(Dataset entries)
======

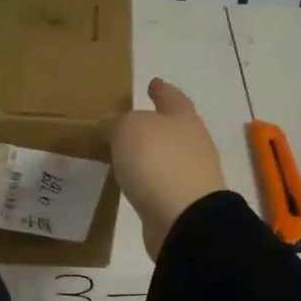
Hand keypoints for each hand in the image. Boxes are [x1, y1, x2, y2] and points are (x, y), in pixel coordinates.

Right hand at [113, 78, 227, 258]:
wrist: (184, 218)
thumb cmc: (159, 161)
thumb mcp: (128, 130)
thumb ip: (115, 124)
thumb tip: (108, 127)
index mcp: (183, 119)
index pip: (172, 97)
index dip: (161, 90)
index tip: (153, 82)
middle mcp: (192, 144)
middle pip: (172, 127)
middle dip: (155, 123)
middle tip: (130, 120)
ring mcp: (189, 175)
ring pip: (165, 156)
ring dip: (148, 154)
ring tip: (123, 153)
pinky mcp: (180, 203)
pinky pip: (158, 183)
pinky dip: (146, 180)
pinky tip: (131, 182)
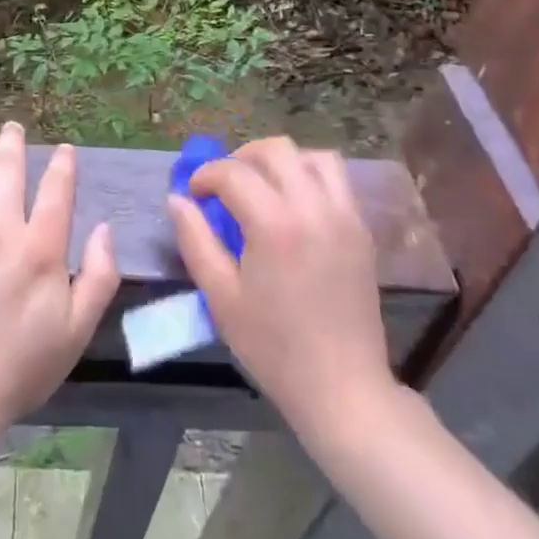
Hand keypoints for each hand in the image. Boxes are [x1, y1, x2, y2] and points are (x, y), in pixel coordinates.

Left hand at [0, 120, 119, 444]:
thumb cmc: (19, 367)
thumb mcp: (76, 331)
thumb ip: (99, 276)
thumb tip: (104, 228)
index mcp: (40, 249)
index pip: (56, 191)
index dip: (62, 166)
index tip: (63, 149)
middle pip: (8, 172)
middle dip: (13, 144)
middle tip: (13, 126)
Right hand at [169, 137, 394, 444]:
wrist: (342, 388)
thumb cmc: (274, 347)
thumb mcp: (221, 297)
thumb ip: (196, 241)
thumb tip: (177, 200)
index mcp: (275, 224)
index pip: (233, 173)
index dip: (206, 176)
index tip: (194, 194)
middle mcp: (313, 208)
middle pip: (277, 150)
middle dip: (242, 157)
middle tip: (225, 185)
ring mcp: (344, 216)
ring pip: (314, 157)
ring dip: (282, 162)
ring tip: (263, 187)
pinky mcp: (362, 229)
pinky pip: (337, 181)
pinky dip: (311, 177)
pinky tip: (293, 206)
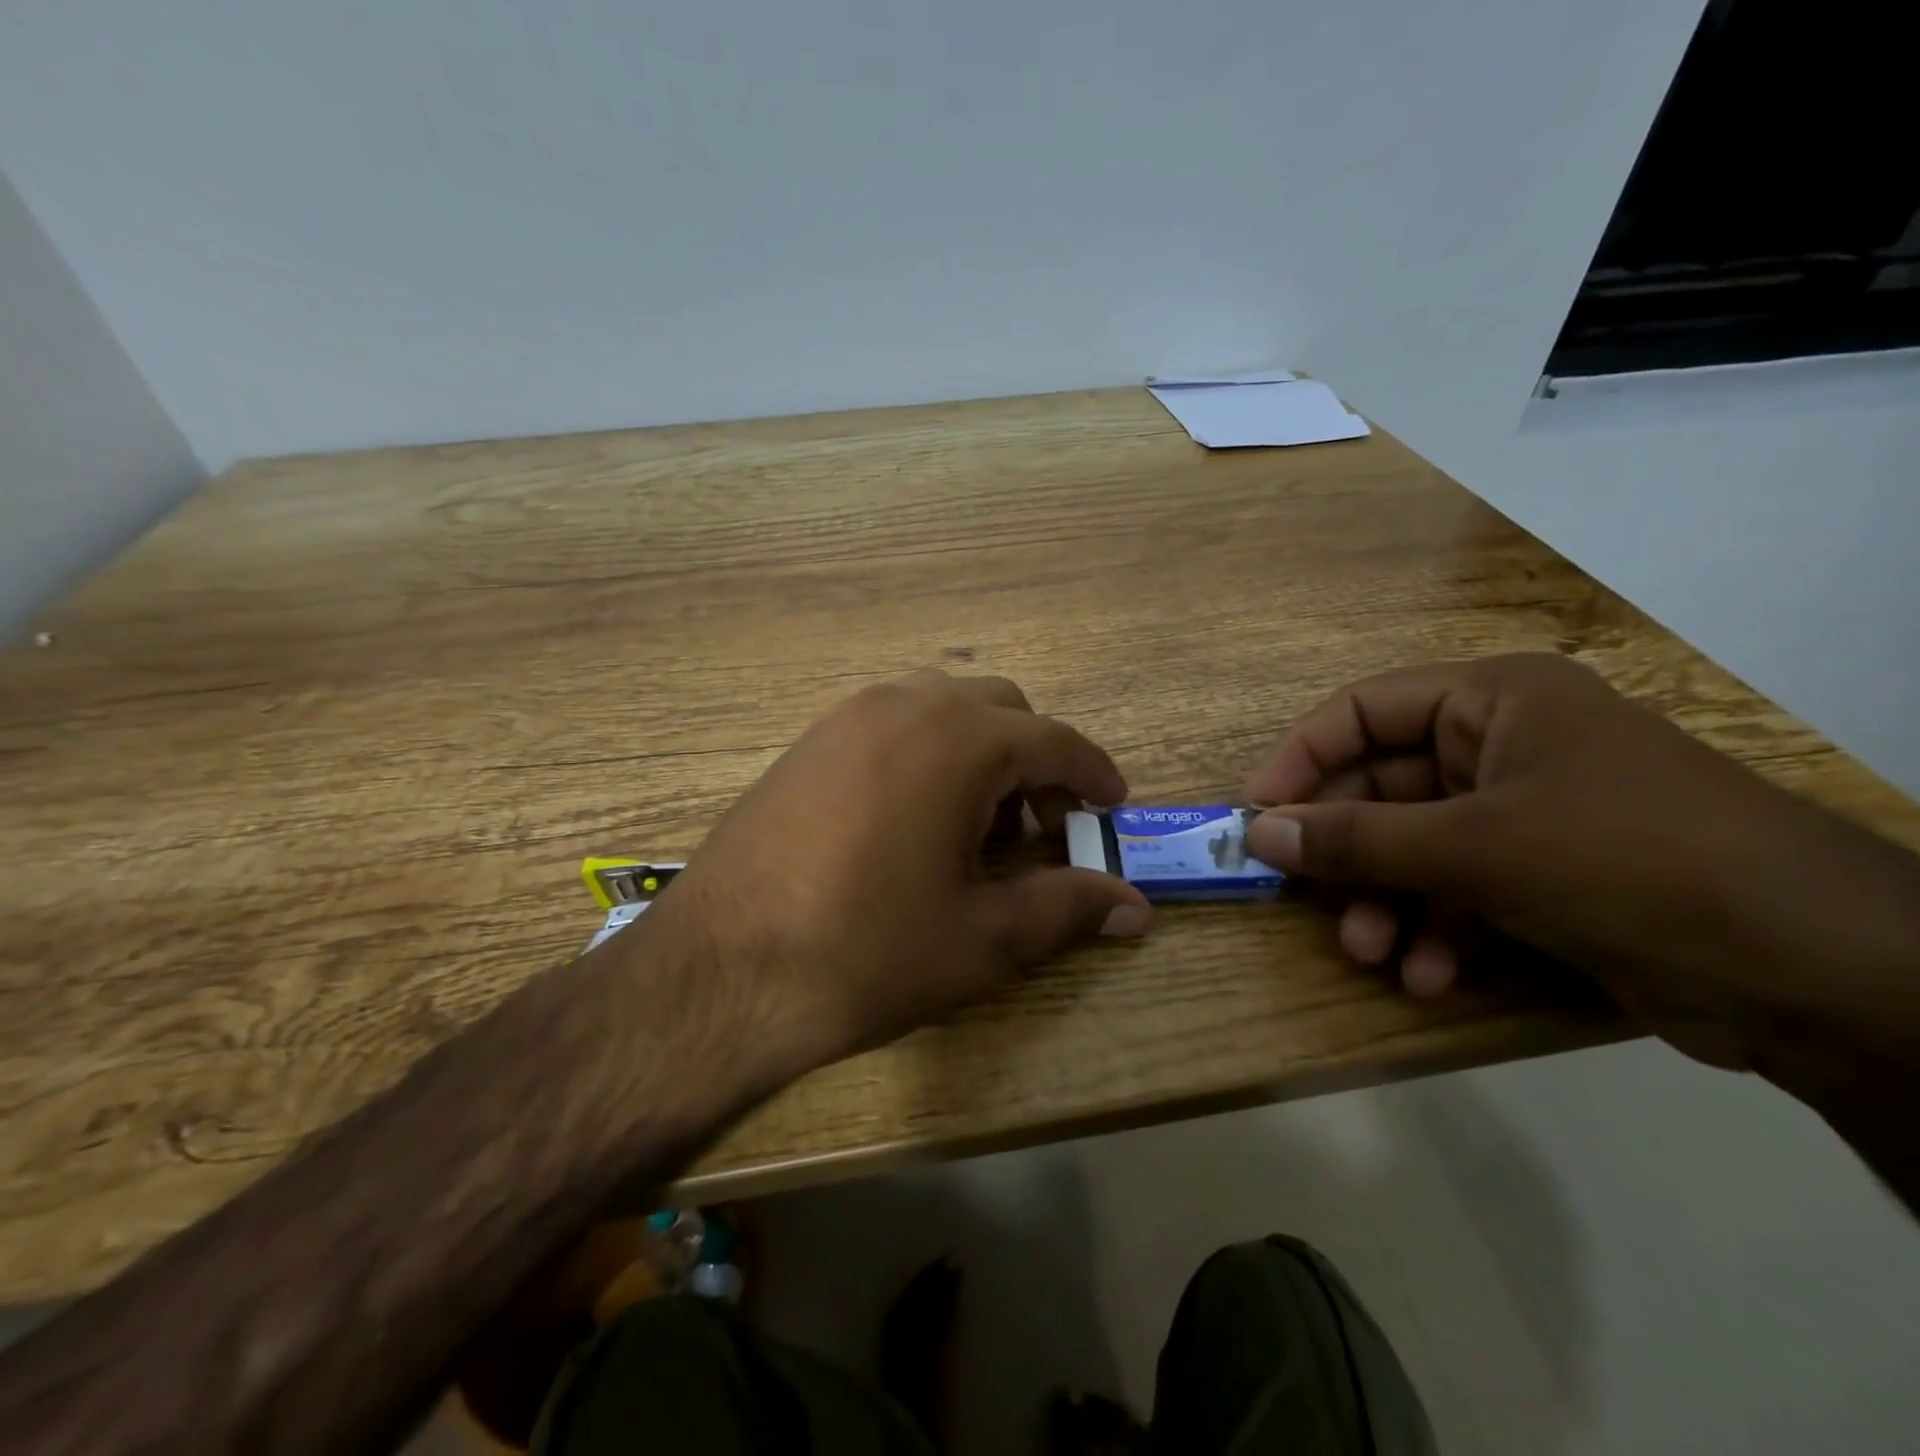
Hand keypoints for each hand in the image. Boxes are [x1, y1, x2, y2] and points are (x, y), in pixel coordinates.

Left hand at [649, 671, 1150, 1075]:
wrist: (718, 972)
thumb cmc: (866, 952)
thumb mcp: (981, 937)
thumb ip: (1066, 908)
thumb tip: (1136, 907)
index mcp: (958, 741)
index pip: (1053, 741)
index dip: (1093, 774)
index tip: (1113, 804)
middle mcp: (903, 707)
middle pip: (1000, 709)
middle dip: (1035, 760)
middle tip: (1043, 827)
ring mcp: (846, 719)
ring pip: (941, 708)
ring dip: (979, 751)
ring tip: (978, 824)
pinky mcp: (807, 743)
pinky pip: (891, 724)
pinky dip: (927, 753)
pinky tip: (914, 819)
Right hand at [1242, 654, 1919, 1074]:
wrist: (1822, 975)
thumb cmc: (1629, 863)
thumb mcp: (1475, 848)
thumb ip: (1356, 839)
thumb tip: (1257, 833)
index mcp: (1492, 702)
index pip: (1362, 711)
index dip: (1301, 759)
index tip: (1257, 814)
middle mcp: (1503, 747)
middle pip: (1383, 788)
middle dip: (1347, 853)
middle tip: (1304, 898)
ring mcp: (1526, 814)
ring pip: (1414, 848)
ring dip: (1384, 903)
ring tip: (1371, 954)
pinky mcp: (1546, 875)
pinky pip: (1459, 891)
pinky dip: (1436, 932)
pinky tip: (1428, 977)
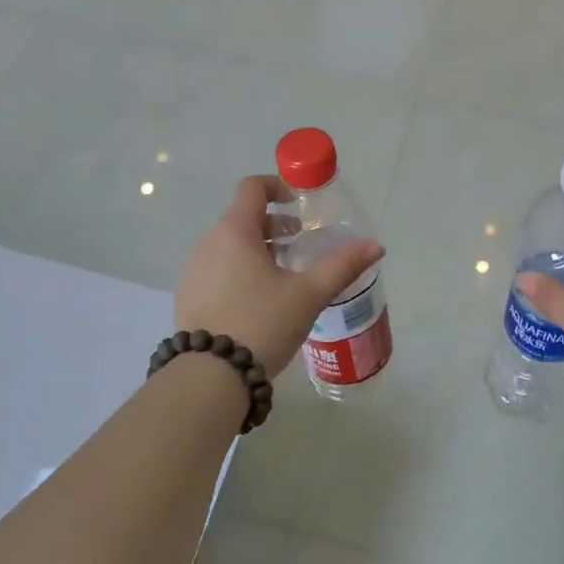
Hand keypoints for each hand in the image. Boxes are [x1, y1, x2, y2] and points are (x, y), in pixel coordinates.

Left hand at [175, 176, 383, 379]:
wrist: (210, 377)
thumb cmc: (262, 323)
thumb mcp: (308, 295)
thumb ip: (342, 266)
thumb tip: (376, 246)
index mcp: (234, 232)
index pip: (252, 188)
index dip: (278, 186)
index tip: (300, 202)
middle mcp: (208, 243)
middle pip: (242, 218)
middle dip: (274, 224)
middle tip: (301, 244)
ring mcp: (193, 271)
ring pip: (229, 246)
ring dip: (257, 249)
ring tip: (283, 276)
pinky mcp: (188, 297)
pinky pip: (217, 269)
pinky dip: (239, 270)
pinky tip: (258, 301)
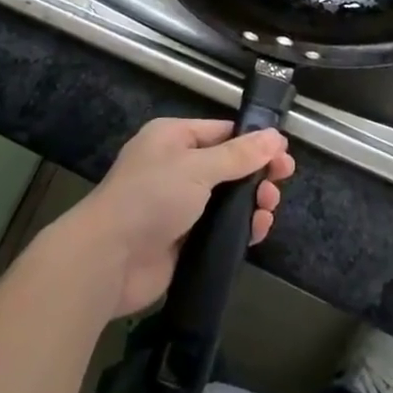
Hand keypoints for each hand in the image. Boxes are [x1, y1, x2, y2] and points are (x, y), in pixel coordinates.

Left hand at [57, 118, 295, 317]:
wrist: (108, 260)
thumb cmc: (151, 198)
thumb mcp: (197, 168)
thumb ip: (239, 156)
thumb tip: (276, 137)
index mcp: (173, 138)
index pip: (221, 132)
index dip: (253, 141)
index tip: (283, 153)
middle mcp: (175, 168)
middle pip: (227, 166)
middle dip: (256, 173)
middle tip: (284, 181)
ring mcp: (178, 206)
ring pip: (225, 200)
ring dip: (251, 202)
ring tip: (269, 208)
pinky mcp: (182, 241)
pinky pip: (218, 230)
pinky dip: (239, 229)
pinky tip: (258, 231)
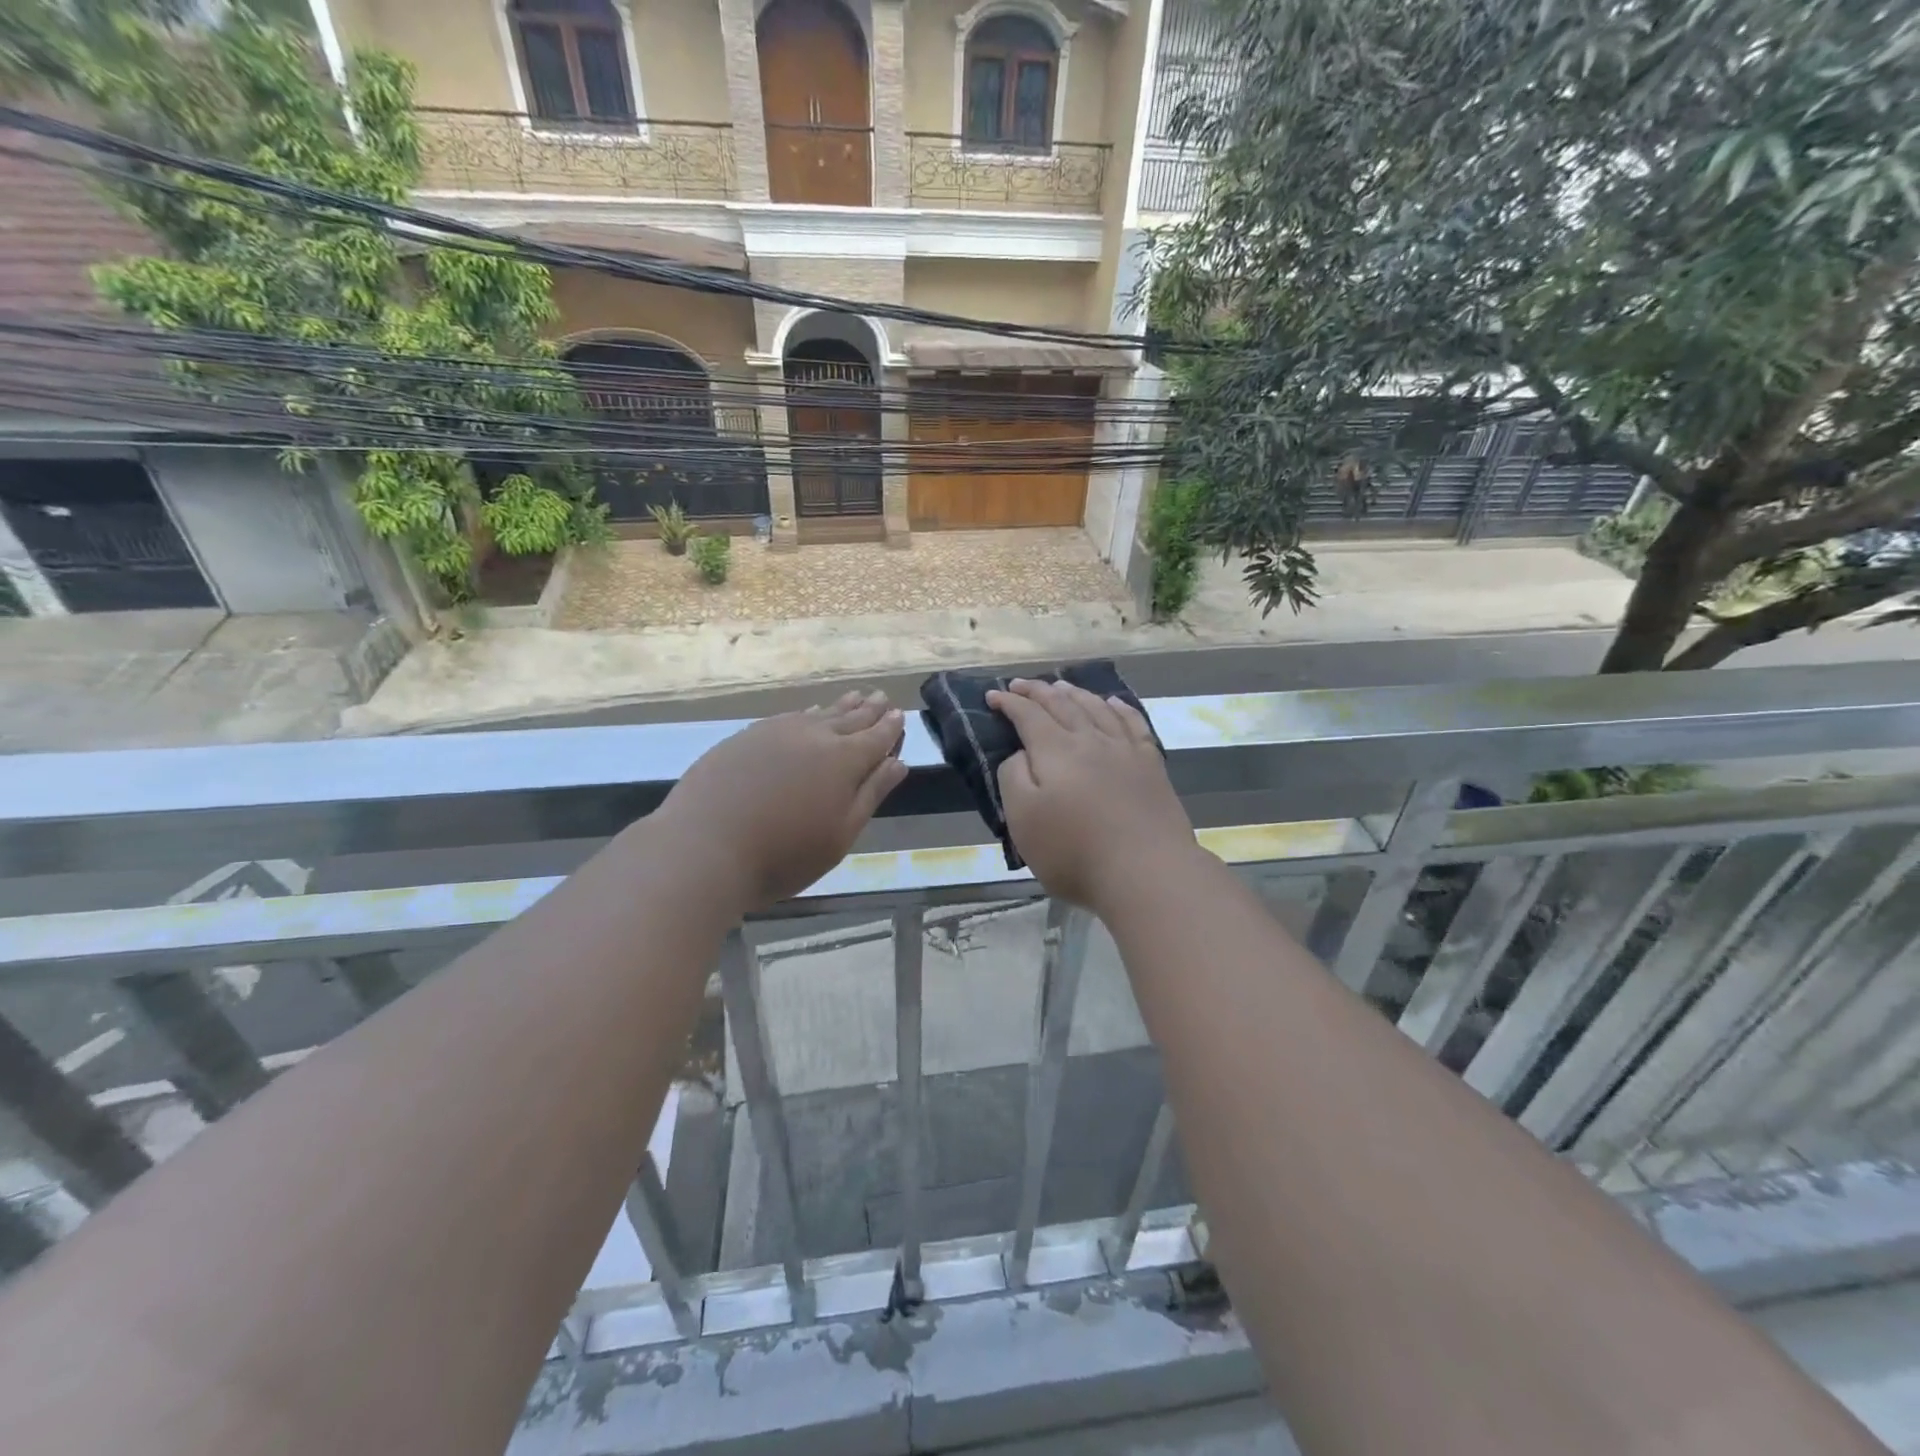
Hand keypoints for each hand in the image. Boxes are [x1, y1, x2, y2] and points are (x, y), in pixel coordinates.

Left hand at [658, 690, 907, 910]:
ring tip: (854, 697)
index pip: (876, 737)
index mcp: (844, 760)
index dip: (890, 726)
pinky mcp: (745, 737)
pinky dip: (806, 714)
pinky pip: (788, 718)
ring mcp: (776, 732)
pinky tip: (806, 716)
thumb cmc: (783, 854)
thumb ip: (870, 795)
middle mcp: (814, 736)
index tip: (900, 714)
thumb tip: (897, 763)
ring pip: (817, 714)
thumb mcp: (840, 834)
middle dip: (869, 709)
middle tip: (881, 696)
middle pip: (849, 718)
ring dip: (839, 706)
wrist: (704, 847)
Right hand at [988, 678, 1196, 911]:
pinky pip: (1133, 724)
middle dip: (1038, 692)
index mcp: (1055, 751)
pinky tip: (1114, 704)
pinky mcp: (1151, 766)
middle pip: (1062, 705)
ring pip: (1097, 709)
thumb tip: (1021, 753)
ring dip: (1075, 694)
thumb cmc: (1075, 852)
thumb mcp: (1023, 820)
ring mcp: (1125, 751)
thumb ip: (1013, 778)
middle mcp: (1090, 740)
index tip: (993, 697)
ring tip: (1061, 686)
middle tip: (1020, 684)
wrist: (1147, 872)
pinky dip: (1120, 709)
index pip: (1028, 716)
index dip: (1009, 703)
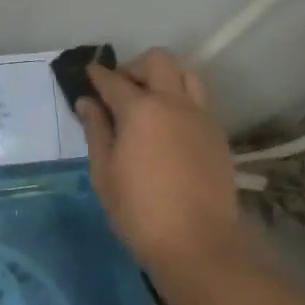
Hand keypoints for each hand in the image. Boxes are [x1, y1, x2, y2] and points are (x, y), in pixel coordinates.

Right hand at [78, 49, 242, 274]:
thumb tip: (87, 102)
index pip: (113, 79)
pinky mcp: (217, 133)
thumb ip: (96, 130)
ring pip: (185, 72)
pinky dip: (181, 99)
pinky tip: (169, 125)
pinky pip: (198, 99)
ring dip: (164, 76)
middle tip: (120, 89)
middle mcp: (173, 102)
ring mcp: (200, 115)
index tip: (88, 74)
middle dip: (134, 66)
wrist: (199, 244)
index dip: (97, 74)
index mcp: (140, 109)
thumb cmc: (140, 212)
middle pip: (157, 60)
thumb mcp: (104, 173)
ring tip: (150, 100)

======

## DIRECTIONS FOR THIS TASK
Using the entries above, transcribe exactly from the line that has "pinky tip: (258, 231)" through the line that has "thumb mcp: (840, 834)". Pictures are dropped.

## TASK RESULT
pinky tip: (258, 231)
Hand keypoints for each hand in the image. Boxes are [x1, y1, x2, y2] and points are (x, y), in pixel coordinates.

Left hand at [658, 690, 907, 910]:
ring tip: (854, 697)
index pip: (876, 737)
index mcp: (844, 760)
index dip: (890, 726)
pinky mcp: (745, 737)
pinky dip: (806, 714)
pinky pip: (788, 718)
ring mcp: (776, 732)
pinky tip: (806, 716)
thumb cmc: (783, 854)
thumb ip: (870, 795)
middle mcp: (814, 736)
index tip: (900, 714)
thumb tip: (897, 763)
ring pip: (817, 714)
thumb mcp: (840, 834)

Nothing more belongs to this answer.